## What you have to do
Copy out the entries below precisely; nothing is to be omitted.

Stored items:
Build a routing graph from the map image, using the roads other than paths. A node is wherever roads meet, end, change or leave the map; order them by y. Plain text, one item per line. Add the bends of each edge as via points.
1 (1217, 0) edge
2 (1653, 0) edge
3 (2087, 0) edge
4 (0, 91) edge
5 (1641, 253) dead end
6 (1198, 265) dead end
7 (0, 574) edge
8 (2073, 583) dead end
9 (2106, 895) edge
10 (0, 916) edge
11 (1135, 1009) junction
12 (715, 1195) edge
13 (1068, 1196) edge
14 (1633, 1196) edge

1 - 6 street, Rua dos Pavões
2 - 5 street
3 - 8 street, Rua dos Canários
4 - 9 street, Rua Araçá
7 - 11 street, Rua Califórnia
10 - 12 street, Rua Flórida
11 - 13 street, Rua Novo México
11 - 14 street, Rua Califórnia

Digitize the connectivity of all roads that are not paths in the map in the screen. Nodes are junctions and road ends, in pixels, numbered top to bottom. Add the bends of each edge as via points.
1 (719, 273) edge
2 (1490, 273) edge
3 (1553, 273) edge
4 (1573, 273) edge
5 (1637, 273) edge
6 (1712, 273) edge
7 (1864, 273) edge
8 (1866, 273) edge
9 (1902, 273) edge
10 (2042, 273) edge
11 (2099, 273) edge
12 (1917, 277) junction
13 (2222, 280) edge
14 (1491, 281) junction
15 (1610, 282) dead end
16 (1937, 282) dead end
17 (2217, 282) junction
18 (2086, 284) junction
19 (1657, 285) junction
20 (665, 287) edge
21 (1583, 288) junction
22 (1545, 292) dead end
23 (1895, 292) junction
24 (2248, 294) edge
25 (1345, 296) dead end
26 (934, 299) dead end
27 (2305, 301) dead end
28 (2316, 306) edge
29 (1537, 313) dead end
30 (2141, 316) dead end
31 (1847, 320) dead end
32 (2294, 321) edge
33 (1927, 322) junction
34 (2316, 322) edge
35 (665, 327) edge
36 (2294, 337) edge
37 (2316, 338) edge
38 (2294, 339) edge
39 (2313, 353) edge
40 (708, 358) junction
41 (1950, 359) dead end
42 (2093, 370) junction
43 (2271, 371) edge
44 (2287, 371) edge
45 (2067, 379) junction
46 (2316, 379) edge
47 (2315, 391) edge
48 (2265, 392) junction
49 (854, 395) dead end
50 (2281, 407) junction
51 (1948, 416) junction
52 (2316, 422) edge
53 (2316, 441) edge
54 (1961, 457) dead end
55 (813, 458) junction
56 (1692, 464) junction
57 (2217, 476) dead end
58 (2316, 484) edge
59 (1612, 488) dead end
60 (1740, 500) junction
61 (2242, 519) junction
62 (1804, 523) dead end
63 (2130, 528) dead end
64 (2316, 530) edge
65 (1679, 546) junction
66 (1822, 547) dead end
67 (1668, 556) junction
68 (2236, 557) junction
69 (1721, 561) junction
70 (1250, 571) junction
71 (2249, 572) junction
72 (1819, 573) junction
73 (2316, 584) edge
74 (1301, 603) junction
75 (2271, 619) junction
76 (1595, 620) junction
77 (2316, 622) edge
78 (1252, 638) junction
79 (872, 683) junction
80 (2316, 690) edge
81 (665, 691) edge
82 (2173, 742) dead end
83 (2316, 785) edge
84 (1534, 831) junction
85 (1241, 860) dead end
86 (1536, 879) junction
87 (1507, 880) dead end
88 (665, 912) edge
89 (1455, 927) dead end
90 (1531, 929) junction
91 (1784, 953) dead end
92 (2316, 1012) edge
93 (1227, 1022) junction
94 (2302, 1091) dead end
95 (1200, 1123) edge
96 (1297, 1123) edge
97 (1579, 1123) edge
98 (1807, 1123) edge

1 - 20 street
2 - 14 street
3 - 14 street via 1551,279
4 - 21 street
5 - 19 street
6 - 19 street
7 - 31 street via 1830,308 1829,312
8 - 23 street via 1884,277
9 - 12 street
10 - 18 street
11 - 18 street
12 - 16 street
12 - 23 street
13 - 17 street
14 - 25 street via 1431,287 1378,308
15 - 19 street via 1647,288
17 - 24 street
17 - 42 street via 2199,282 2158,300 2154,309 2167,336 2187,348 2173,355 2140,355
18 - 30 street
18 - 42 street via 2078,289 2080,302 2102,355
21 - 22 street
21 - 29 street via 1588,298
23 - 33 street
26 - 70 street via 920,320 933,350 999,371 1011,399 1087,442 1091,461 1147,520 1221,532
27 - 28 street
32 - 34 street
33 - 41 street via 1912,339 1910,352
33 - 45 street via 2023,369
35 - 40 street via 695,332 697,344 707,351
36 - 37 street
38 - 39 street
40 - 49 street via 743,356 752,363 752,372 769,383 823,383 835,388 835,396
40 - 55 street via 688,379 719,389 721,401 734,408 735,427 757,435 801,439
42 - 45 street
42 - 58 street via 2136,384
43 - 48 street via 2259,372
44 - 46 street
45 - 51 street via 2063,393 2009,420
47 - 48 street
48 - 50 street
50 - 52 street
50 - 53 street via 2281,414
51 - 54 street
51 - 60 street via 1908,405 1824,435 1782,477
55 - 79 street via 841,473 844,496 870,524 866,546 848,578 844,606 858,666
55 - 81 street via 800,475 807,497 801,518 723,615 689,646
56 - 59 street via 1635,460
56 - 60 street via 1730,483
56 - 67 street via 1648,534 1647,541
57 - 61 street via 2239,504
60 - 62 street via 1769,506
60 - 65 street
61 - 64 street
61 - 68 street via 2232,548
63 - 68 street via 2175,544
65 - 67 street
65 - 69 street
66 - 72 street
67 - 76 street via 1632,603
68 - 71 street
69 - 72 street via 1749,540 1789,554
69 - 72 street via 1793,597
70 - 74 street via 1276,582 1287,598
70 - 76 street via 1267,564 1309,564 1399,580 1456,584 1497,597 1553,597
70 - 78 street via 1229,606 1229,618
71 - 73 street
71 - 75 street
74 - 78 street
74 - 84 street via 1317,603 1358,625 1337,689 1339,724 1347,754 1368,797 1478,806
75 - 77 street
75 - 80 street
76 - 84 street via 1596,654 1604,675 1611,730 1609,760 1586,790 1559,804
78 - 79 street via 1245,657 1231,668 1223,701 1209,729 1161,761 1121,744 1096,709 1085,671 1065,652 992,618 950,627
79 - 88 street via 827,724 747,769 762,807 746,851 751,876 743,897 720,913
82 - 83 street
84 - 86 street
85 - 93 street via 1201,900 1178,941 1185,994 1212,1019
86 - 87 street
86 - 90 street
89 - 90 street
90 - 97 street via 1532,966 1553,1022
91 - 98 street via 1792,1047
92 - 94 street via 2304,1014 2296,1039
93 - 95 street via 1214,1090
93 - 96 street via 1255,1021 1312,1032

## Problem solution
Build a routing graph from the map image, using the roads other than paths. A node is wherever roads meet, end, change or leave the map; order them by y. Plain text, one item per line. Add the bends of each edge as via points.
1 (1217, 0) edge
2 (1653, 0) edge
3 (2087, 0) edge
4 (0, 91) edge
5 (1641, 253) dead end
6 (1198, 265) dead end
7 (0, 574) edge
8 (2073, 583) dead end
9 (2106, 895) edge
10 (0, 916) edge
11 (1135, 1009) junction
12 (715, 1195) edge
13 (1068, 1196) edge
14 (1633, 1196) edge

1 - 6 street, Rua dos Pavões
2 - 5 street
3 - 8 street, Rua dos Canários
4 - 9 street, Rua Araçá
7 - 11 street, Rua Califórnia
10 - 12 street, Rua Flórida
11 - 13 street, Rua Novo México
11 - 14 street, Rua Califórnia

Digitize the connectivity of all roads that are not paths in the map in the screen. Nodes are junctions and road ends, in pixels, numbered top to bottom. Add the bends of each edge as via points.
1 (719, 273) edge
2 (1490, 273) edge
3 (1553, 273) edge
4 (1573, 273) edge
5 (1637, 273) edge
6 (1712, 273) edge
7 (1864, 273) edge
8 (1866, 273) edge
9 (1902, 273) edge
10 (2042, 273) edge
11 (2099, 273) edge
12 (1917, 277) junction
13 (2222, 280) edge
14 (1491, 281) junction
15 (1610, 282) dead end
16 (1937, 282) dead end
17 (2217, 282) junction
18 (2086, 284) junction
19 (1657, 285) junction
20 (665, 287) edge
21 (1583, 288) junction
22 (1545, 292) dead end
23 (1895, 292) junction
24 (2248, 294) edge
25 (1345, 296) dead end
26 (934, 299) dead end
27 (2305, 301) dead end
28 (2316, 306) edge
29 (1537, 313) dead end
30 (2141, 316) dead end
31 (1847, 320) dead end
32 (2294, 321) edge
33 (1927, 322) junction
34 (2316, 322) edge
35 (665, 327) edge
36 (2294, 337) edge
37 (2316, 338) edge
38 (2294, 339) edge
39 (2313, 353) edge
40 (708, 358) junction
41 (1950, 359) dead end
42 (2093, 370) junction
43 (2271, 371) edge
44 (2287, 371) edge
45 (2067, 379) junction
46 (2316, 379) edge
47 (2315, 391) edge
48 (2265, 392) junction
49 (854, 395) dead end
50 (2281, 407) junction
51 (1948, 416) junction
52 (2316, 422) edge
53 (2316, 441) edge
54 (1961, 457) dead end
55 (813, 458) junction
56 (1692, 464) junction
57 (2217, 476) dead end
58 (2316, 484) edge
59 (1612, 488) dead end
60 (1740, 500) junction
61 (2242, 519) junction
62 (1804, 523) dead end
63 (2130, 528) dead end
64 (2316, 530) edge
65 (1679, 546) junction
66 (1822, 547) dead end
67 (1668, 556) junction
68 (2236, 557) junction
69 (1721, 561) junction
70 (1250, 571) junction
71 (2249, 572) junction
72 (1819, 573) junction
73 (2316, 584) edge
74 (1301, 603) junction
75 (2271, 619) junction
76 (1595, 620) junction
77 (2316, 622) edge
78 (1252, 638) junction
79 (872, 683) junction
80 (2316, 690) edge
81 (665, 691) edge
82 (2173, 742) dead end
83 (2316, 785) edge
84 (1534, 831) junction
85 (1241, 860) dead end
86 (1536, 879) junction
87 (1507, 880) dead end
88 (665, 912) edge
89 (1455, 927) dead end
90 (1531, 929) junction
91 (1784, 953) dead end
92 (2316, 1012) edge
93 (1227, 1022) junction
94 (2302, 1091) dead end
95 (1200, 1123) edge
96 (1297, 1123) edge
97 (1579, 1123) edge
98 (1807, 1123) edge

1 - 20 street
2 - 14 street
3 - 14 street via 1551,279
4 - 21 street
5 - 19 street
6 - 19 street
7 - 31 street via 1830,308 1829,312
8 - 23 street via 1884,277
9 - 12 street
10 - 18 street
11 - 18 street
12 - 16 street
12 - 23 street
13 - 17 street
14 - 25 street via 1431,287 1378,308
15 - 19 street via 1647,288
17 - 24 street
17 - 42 street via 2199,282 2158,300 2154,309 2167,336 2187,348 2173,355 2140,355
18 - 30 street
18 - 42 street via 2078,289 2080,302 2102,355
21 - 22 street
21 - 29 street via 1588,298
23 - 33 street
26 - 70 street via 920,320 933,350 999,371 1011,399 1087,442 1091,461 1147,520 1221,532
27 - 28 street
32 - 34 street
33 - 41 street via 1912,339 1910,352
33 - 45 street via 2023,369
35 - 40 street via 695,332 697,344 707,351
36 - 37 street
38 - 39 street
40 - 49 street via 743,356 752,363 752,372 769,383 823,383 835,388 835,396
40 - 55 street via 688,379 719,389 721,401 734,408 735,427 757,435 801,439
42 - 45 street
42 - 58 street via 2136,384
43 - 48 street via 2259,372
44 - 46 street
45 - 51 street via 2063,393 2009,420
47 - 48 street
48 - 50 street
50 - 52 street
50 - 53 street via 2281,414
51 - 54 street
51 - 60 street via 1908,405 1824,435 1782,477
55 - 79 street via 841,473 844,496 870,524 866,546 848,578 844,606 858,666
55 - 81 street via 800,475 807,497 801,518 723,615 689,646
56 - 59 street via 1635,460
56 - 60 street via 1730,483
56 - 67 street via 1648,534 1647,541
57 - 61 street via 2239,504
60 - 62 street via 1769,506
60 - 65 street
61 - 64 street
61 - 68 street via 2232,548
63 - 68 street via 2175,544
65 - 67 street
65 - 69 street
66 - 72 street
67 - 76 street via 1632,603
68 - 71 street
69 - 72 street via 1749,540 1789,554
69 - 72 street via 1793,597
70 - 74 street via 1276,582 1287,598
70 - 76 street via 1267,564 1309,564 1399,580 1456,584 1497,597 1553,597
70 - 78 street via 1229,606 1229,618
71 - 73 street
71 - 75 street
74 - 78 street
74 - 84 street via 1317,603 1358,625 1337,689 1339,724 1347,754 1368,797 1478,806
75 - 77 street
75 - 80 street
76 - 84 street via 1596,654 1604,675 1611,730 1609,760 1586,790 1559,804
78 - 79 street via 1245,657 1231,668 1223,701 1209,729 1161,761 1121,744 1096,709 1085,671 1065,652 992,618 950,627
79 - 88 street via 827,724 747,769 762,807 746,851 751,876 743,897 720,913
82 - 83 street
84 - 86 street
85 - 93 street via 1201,900 1178,941 1185,994 1212,1019
86 - 87 street
86 - 90 street
89 - 90 street
90 - 97 street via 1532,966 1553,1022
91 - 98 street via 1792,1047
92 - 94 street via 2304,1014 2296,1039
93 - 95 street via 1214,1090
93 - 96 street via 1255,1021 1312,1032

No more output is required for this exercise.